The imine bond length (N3-C17 of 1.293(2) Å) is also comparable with the literature value [21,22,30]. The complex is viewed as end-to-end bridged by the ligand, OOC-H₂L-O to Me₃Sn^IV fragment. The C-Sn-C angles are of 117.20(7), 121.47(8), and 121.13(7)° and the O-Sn-O angle is 177.68(5)°. The Sn-C bonds are almost equivalent (Sn1-C1, 2.1270(18) Å; Sn1-C2, 2.1306(15) Å Sn1-C3, 2.1303(19) Å). In the case of Sn-O bonds, the Sn1-O1(carboxylate-O) (2.2126(11) Å) is shorter than that of Sn1-O3(phenolate-O) (2.3091(11) Å). Thus, the complex possesses somewhat distorted trigonal bipyramidal geometry about Sn(IV), where axial bonds are longer than the equatorial bonds. The distance between Sn1 and other carboxylate oxygen is 3.303 Å, which is in line with the sum of their Van der Waals radii. Thus, it can be treated as a strong secondary interaction. The complex has a centre of symmetry with plane-centroid-Sn distance, 4.00 Å. The complex holds an intramolecular and an intermolecular H-bonding between N3-H3…O3 and O4-H4….O2 ⁱ (ⁱ +x, 1 + y, 1 + z), respectively (Table 3, Figure S11). Another similar type, but with longer H-bonding, occurs between C18-H18B….O2 ⁱⁱ (ⁱⁱ −x, 1 − y, 1 − z).

3.5. Theoretical Study of Intermolecular Interactions

The molecular Hirshfeld surface (visualization of short interatomic contacts using sums of appropriate vdW radii) represents an area where molecules come into contact, and its analysis gives the possibility of an additional insight into the nature of intermolecular interactions in the crystal state. We carried out the Hirshfeld surface analysis for the X-ray structure of 1 to understand what kind of intermolecular contacts gives the largest contributions in crystal packing (Figure 5). For the visualization, we have used a mapping of the normalized contact distance (d_norm); its negative value enables identification of molecular regions of substantial importance for the detection of short contacts. In the Hirshfeld surface, the regions of shortest intermolecular contacts are visualized by red circle areas (corresponding to hydrogen bonds O–H···O and stacking interactions). The fingerprint plots from the Hirshfeld surface analysis for the X-ray structure of 1 are given in Figure S12. Results of the Hirshfeld surface analysis for the X-ray structure of 1 reveal that intermolecular contacts involving hydrogen atoms (viz.
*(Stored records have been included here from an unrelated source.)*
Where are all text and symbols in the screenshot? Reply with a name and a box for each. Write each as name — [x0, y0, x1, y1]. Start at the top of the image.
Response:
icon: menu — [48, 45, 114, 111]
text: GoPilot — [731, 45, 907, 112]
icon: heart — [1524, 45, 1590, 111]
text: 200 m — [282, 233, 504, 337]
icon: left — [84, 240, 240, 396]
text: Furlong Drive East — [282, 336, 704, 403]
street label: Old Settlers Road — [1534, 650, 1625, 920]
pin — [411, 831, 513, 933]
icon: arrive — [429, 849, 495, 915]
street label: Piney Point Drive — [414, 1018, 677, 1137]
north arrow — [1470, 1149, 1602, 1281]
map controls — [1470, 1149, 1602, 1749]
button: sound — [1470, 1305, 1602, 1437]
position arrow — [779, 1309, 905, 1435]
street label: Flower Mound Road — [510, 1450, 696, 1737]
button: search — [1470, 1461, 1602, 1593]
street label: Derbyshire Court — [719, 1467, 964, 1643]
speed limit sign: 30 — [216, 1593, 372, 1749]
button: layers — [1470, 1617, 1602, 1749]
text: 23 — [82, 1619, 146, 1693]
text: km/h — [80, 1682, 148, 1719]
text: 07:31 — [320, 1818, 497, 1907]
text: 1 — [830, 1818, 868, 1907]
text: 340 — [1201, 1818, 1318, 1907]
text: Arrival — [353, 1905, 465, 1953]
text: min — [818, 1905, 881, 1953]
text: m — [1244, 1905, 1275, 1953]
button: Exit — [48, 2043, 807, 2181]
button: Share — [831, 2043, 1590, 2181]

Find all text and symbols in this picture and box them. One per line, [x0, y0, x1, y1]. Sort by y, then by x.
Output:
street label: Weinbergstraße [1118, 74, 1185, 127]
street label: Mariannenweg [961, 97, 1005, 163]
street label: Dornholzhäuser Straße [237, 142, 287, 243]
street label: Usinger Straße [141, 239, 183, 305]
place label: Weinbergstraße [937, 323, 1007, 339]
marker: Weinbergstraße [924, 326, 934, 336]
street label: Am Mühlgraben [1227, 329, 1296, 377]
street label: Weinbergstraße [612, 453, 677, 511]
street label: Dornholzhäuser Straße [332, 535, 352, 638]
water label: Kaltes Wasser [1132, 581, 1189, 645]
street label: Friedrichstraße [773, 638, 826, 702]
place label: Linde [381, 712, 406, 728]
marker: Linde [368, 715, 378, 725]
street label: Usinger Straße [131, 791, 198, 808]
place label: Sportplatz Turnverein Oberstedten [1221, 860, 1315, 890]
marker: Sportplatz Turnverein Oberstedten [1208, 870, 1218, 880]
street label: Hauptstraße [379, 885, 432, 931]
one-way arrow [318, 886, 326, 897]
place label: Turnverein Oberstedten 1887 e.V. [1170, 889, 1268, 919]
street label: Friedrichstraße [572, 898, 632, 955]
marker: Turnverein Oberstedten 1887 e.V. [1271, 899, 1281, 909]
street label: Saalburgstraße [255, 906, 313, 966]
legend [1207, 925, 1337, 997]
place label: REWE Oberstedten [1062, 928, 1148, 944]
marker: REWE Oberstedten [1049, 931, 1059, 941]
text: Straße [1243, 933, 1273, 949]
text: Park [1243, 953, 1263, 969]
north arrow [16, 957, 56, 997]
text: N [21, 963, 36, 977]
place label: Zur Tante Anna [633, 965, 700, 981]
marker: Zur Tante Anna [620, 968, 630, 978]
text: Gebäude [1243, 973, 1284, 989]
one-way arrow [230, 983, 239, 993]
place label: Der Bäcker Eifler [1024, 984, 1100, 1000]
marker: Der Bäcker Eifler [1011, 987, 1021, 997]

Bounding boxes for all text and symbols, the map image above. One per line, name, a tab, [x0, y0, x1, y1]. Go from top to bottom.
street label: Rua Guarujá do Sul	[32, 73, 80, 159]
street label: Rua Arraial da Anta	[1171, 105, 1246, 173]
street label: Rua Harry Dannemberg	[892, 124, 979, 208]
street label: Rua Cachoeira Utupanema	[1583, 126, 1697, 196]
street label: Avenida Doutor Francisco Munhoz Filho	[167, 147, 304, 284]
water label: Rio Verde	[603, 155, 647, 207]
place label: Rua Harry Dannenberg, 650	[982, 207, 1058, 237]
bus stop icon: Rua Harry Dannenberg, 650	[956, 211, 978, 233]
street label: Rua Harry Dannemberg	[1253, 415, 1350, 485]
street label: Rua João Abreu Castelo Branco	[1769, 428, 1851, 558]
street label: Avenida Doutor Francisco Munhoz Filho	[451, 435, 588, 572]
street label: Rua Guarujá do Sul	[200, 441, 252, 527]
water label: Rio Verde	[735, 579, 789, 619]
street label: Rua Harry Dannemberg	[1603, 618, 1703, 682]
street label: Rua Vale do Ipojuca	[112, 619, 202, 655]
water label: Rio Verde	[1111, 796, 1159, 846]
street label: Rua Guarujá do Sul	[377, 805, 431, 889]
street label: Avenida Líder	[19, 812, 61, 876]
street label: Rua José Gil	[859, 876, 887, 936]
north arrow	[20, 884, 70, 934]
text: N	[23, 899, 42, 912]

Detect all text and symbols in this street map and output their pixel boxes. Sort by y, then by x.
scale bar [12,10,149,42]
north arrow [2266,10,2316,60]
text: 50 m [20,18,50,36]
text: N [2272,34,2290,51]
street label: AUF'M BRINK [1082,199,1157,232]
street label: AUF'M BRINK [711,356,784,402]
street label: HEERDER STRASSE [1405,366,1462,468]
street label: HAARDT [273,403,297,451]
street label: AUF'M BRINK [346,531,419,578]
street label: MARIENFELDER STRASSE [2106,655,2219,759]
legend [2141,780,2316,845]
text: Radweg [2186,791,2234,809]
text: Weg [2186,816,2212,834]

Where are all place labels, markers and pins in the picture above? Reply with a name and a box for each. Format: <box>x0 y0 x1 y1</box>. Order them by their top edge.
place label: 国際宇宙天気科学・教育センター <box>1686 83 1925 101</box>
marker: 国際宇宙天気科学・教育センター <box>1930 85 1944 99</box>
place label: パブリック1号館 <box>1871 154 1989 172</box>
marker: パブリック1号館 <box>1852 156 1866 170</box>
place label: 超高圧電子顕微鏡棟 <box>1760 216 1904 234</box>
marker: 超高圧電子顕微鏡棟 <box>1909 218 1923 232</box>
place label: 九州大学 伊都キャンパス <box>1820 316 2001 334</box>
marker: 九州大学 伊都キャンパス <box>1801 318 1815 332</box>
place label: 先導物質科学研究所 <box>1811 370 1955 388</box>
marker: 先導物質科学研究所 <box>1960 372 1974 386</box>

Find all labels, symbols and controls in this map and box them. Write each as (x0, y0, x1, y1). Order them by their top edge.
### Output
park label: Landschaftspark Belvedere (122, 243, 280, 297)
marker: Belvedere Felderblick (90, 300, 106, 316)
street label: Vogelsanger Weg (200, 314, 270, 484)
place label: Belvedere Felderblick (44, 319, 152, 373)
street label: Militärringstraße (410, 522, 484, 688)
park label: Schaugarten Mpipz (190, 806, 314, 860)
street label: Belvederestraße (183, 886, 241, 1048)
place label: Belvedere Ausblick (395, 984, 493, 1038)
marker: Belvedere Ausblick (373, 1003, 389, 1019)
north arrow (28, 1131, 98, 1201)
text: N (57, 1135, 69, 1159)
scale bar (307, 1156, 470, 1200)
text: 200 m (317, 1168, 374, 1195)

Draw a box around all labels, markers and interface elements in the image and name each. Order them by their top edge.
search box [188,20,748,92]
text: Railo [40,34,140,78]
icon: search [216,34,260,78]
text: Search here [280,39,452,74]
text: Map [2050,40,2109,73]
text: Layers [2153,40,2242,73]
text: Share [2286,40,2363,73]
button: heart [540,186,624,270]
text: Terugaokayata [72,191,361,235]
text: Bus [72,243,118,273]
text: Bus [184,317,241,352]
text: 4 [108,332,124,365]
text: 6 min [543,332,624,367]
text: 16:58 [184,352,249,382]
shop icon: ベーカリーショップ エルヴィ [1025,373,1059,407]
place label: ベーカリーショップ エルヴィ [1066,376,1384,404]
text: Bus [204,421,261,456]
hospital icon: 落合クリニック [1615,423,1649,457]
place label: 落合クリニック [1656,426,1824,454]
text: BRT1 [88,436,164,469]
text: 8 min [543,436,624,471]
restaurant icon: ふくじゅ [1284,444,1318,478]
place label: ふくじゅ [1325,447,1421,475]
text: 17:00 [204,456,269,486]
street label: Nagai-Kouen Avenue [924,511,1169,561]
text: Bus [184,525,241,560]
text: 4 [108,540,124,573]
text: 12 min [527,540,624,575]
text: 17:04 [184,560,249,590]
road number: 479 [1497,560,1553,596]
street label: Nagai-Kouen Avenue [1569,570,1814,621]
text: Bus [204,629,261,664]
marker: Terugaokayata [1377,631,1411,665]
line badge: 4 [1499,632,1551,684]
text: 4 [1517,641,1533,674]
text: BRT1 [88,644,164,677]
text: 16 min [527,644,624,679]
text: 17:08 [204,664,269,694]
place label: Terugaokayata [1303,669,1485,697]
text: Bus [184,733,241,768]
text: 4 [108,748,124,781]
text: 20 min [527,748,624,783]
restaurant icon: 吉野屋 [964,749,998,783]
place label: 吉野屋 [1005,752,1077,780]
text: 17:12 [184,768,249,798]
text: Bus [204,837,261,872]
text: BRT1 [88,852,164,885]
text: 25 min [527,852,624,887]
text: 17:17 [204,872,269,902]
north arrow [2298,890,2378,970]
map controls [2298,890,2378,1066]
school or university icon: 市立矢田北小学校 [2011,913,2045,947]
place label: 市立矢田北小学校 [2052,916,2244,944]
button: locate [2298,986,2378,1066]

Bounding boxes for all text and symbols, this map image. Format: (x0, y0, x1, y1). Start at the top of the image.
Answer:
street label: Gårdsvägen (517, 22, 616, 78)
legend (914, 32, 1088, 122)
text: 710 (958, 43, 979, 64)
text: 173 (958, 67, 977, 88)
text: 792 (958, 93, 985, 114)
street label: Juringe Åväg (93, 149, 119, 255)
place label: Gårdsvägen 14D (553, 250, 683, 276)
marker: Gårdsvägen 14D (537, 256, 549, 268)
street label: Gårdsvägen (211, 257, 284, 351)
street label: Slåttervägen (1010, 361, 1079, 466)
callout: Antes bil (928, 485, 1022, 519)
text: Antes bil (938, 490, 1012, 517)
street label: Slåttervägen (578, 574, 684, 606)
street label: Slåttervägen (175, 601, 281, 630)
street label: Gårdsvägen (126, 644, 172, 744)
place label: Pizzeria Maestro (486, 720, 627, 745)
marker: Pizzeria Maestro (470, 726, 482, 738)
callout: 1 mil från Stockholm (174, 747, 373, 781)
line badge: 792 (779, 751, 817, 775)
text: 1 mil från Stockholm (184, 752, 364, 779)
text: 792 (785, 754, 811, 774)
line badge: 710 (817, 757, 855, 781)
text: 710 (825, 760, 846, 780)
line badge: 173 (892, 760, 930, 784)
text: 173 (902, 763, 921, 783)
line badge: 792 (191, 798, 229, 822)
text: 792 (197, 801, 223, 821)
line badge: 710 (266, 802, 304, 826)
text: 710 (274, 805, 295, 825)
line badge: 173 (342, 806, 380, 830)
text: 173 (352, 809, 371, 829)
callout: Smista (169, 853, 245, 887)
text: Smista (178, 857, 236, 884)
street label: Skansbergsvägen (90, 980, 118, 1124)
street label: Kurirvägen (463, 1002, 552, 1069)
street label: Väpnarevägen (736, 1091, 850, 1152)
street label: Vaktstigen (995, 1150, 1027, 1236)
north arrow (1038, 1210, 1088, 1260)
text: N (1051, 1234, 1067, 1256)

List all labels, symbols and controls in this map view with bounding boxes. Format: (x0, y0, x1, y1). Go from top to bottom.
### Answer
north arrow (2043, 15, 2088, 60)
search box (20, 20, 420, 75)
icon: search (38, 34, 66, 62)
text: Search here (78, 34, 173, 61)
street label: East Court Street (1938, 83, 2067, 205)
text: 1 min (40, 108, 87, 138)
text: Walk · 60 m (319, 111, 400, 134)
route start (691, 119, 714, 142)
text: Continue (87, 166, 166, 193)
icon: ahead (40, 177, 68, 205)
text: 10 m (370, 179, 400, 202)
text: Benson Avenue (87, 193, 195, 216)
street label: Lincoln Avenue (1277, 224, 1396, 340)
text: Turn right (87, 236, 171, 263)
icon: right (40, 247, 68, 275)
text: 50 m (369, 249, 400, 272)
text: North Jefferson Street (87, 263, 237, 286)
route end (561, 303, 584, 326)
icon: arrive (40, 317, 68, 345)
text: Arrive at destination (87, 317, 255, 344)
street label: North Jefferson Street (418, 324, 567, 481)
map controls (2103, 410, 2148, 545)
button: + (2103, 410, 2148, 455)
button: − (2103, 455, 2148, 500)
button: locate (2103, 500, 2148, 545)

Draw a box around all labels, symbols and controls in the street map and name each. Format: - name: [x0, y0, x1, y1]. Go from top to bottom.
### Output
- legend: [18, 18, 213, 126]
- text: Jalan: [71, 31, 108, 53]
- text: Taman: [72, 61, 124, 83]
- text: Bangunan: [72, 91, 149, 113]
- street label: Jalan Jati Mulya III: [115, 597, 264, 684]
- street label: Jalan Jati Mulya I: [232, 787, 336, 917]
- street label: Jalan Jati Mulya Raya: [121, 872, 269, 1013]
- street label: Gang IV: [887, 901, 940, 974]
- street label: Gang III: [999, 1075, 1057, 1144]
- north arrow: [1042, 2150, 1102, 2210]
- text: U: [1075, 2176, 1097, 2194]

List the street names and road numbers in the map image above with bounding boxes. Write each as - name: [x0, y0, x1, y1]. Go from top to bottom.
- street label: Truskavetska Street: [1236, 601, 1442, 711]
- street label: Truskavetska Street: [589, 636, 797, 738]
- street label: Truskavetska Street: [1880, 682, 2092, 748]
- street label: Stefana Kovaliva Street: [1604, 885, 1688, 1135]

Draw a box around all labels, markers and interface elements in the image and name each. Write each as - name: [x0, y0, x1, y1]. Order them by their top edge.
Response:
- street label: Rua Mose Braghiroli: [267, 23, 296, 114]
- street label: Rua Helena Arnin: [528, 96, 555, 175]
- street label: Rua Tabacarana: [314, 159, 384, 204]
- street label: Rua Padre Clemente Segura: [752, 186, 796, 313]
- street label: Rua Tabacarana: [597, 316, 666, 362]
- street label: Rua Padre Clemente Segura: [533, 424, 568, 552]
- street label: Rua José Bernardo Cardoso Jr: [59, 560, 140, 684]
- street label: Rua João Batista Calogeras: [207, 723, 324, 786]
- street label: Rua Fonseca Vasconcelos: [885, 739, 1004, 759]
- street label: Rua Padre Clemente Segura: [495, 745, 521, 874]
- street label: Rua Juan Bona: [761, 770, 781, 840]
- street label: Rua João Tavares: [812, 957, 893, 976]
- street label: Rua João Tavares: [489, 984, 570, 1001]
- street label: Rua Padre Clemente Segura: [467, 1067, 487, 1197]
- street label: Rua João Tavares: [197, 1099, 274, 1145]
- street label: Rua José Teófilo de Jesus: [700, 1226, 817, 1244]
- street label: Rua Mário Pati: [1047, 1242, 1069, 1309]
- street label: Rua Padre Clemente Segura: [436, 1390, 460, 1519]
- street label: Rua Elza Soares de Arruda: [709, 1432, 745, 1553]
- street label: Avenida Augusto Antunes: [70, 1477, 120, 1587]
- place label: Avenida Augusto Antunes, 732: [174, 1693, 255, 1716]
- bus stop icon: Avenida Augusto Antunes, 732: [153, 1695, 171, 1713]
H···H, O···H, and C···H) give the largest contributions in the crystal packing.

We carried out DFT calculations, followed by the topological analysis of the electron density distribution, at the ωB97XD/DZP-DKH level of theory for model supramolecular associates to more deeply study the phenomenon of hydrogen bonds O–H···O and stacking interactions in the X-ray structure of 1. Results of topological analysis of the electron density distribution are summarized in

Table 4. Values of the density of all electrons—ρ(r), Laplacian of electron density—∇²ρ(r) and appropriate λ₂ eigenvalues, energy density—H_b, potential energy density—V(r), Lagrangiankinetic energy—G(r), and electron localization function—ELF (a.u.) at the bond critical points (3, −1), corresponding to hydrogen bonds O–H···O and stacking interactions in the X-ray structure of 1, and estimated strength for these contacts E_int (kcal/mol).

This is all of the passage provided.